The Telegraph newspaper published says that Biden’s secret trade war will cripple Britain.
The outside world sees the United States as a highly polarized society in social terms, while there is a new consensus in that country on economic nationalism.
This term refers to the state’s intervention in the economy and not leaving it to the mechanisms of the free market, and this approach would “make America and the world poorer,” according to the Telegraph newspaper article.
Back in 2016, most people understood that the election of Donald Trump as president of the United States would follow a shift from the free-trade consensus embraced by his predecessors: Reagan, Bush senior, Bill Clinton, Bush junior, and Barack Obama.
Only few expected that this shift in trade would be accompanied by growing skepticism about the idea of free markets in general, not to mention the degree to which a Biden administration might accelerate America’s shift away from free trade.
The Biden Act of 2022 on electronic chips, which provided $280 billion to boost research and development, build a stronger STEM workforce, and enhance semiconductor capabilities in the United States.
The accompanying bill – the 2022 Reduction Inflation Act – is similarly intrusive.
Far from dealing with inflation, “the law provided $370 billion in tax breaks, grants, and targeted subsidies to boost America’s manufacturing sector, as well as provide something dear to the American left: the transition to green energy”.
The Biden administration is deliberately seeking, without a tendency to apologize, to allocate capital and labor force to sectors of the economy through the federal government, rather than leaving it to the markets.
This trend is supported by US lawmakers, some of whom stand on opposite sides of social issues while fully agreeing on economic policies, for example the belief that allowing China to join the World Trade Organization costs Americans jobs.
The reasons for this broad shift toward economic nationalism include national security concerns about China, concern about climate change, and a desire to help working-class Americans whom populists of the left and the right contend have been the primary losers from globalization… It’s clear that American confidence in the ability of Markets to efficiently allocate resources have vanished.
The long-term consequences of this shift will be dire for the US economy, as well as for the world, according to the author.
The policy of tax exemptions and generous subsidies for US-made products exposes governments, all over the world, to pressure towards providing similar subsidies, including Britain.
For example, the manufacture of cars is one of the main export industries in Britain, and America is currently the second largest market for purchase.

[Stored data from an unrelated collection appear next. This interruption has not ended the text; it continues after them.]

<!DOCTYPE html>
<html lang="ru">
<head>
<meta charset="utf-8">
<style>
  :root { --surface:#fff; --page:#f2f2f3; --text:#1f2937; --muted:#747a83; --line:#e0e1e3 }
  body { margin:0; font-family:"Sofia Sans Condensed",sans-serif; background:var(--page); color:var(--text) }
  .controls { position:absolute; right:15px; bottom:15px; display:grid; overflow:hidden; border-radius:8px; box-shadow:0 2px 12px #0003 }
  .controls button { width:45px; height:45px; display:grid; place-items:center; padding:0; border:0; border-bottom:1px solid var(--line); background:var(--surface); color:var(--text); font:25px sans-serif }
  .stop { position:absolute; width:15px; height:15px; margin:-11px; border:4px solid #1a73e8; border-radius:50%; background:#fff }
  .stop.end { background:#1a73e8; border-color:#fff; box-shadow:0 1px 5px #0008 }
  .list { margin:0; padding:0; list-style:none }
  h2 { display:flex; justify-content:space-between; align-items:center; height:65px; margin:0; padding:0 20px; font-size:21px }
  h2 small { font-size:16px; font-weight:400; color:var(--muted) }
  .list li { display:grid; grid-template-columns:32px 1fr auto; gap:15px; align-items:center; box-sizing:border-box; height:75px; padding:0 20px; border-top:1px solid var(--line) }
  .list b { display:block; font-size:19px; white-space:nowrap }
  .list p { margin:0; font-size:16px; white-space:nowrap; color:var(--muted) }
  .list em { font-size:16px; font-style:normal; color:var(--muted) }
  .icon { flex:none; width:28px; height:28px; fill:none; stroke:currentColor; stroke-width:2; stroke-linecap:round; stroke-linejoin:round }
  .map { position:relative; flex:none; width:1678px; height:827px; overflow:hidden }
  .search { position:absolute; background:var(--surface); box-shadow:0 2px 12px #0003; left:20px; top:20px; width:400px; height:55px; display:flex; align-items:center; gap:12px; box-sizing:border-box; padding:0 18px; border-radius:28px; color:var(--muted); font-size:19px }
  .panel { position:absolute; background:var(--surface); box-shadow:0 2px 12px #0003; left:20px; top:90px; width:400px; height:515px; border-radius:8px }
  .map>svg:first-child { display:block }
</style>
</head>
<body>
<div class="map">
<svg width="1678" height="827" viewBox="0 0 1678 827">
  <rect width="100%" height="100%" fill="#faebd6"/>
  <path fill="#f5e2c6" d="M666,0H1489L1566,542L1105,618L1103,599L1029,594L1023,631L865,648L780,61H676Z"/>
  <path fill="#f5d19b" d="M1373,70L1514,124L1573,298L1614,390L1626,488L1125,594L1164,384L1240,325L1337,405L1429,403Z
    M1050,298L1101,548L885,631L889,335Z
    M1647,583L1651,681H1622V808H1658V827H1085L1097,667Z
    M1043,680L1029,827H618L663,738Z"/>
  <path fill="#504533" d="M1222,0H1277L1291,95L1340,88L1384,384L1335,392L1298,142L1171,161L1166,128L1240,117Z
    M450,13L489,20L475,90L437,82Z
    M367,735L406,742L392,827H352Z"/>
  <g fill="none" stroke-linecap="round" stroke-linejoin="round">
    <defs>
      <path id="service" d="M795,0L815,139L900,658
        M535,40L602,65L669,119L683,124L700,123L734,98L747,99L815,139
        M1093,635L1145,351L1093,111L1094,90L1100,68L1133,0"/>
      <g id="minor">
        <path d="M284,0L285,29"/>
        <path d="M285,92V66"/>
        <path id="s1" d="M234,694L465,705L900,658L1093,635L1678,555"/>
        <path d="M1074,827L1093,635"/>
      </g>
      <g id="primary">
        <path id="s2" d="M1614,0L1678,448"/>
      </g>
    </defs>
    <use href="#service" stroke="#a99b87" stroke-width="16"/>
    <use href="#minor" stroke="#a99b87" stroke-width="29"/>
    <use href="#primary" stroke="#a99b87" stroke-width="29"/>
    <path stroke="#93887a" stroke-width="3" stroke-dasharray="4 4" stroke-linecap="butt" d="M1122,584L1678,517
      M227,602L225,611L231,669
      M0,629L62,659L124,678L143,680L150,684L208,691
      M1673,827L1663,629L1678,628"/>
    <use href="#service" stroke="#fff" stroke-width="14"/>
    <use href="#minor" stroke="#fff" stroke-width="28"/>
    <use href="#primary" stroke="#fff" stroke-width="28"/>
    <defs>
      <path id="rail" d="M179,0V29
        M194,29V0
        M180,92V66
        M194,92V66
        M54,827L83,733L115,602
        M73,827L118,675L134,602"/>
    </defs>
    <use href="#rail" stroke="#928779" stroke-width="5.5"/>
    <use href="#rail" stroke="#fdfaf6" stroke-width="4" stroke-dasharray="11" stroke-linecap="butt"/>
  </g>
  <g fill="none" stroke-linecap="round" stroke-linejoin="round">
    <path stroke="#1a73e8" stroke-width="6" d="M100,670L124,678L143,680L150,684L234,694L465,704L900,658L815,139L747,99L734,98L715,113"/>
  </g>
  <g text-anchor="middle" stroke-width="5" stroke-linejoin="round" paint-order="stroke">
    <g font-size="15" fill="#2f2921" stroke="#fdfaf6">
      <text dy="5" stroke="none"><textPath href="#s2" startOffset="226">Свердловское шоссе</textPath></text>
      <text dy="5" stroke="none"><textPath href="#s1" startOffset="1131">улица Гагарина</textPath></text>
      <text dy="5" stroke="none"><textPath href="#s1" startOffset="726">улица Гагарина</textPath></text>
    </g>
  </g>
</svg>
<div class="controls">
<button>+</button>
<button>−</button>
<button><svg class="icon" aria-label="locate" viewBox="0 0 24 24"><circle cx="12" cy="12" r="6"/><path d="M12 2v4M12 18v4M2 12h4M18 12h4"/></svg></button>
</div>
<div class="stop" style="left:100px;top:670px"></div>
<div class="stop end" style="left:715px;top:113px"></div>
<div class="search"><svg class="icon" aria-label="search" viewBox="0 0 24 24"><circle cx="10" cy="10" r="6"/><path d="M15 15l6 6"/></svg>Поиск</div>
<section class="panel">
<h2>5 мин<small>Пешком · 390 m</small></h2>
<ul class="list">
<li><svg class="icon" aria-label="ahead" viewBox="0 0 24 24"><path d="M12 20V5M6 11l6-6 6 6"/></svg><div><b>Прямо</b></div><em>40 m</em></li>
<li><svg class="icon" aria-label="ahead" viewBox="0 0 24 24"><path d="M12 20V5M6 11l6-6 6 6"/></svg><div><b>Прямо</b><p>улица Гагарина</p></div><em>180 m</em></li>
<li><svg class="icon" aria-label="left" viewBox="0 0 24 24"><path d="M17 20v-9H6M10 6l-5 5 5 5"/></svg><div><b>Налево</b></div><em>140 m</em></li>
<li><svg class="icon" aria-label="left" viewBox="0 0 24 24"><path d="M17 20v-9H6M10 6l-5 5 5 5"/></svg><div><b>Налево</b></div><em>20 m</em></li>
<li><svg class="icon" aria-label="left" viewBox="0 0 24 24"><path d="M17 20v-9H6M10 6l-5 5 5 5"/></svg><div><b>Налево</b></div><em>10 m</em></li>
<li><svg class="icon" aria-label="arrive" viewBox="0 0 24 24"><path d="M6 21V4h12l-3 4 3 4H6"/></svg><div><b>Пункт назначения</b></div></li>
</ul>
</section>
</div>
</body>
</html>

In case of the European Union and Washington enter a war over electric cars, the UK, after its “Brexit” from the European Union, may find itself marginalized and helpless, unable to bear the cost of retaliatory sanctions.
As the saying goes, there is no gain in war: there are varying degrees of loss.
We may be in the preliminary stages of America embracing economic nationalism.
If so, the West is in for a wild ride, as the axioms associated with the Reagan-Clinton years (the free market approach) are replaced by the Trump-Biden set of priorities.
The end result will be not only a less prosperous America, but also a world that is more divided and poorer economically.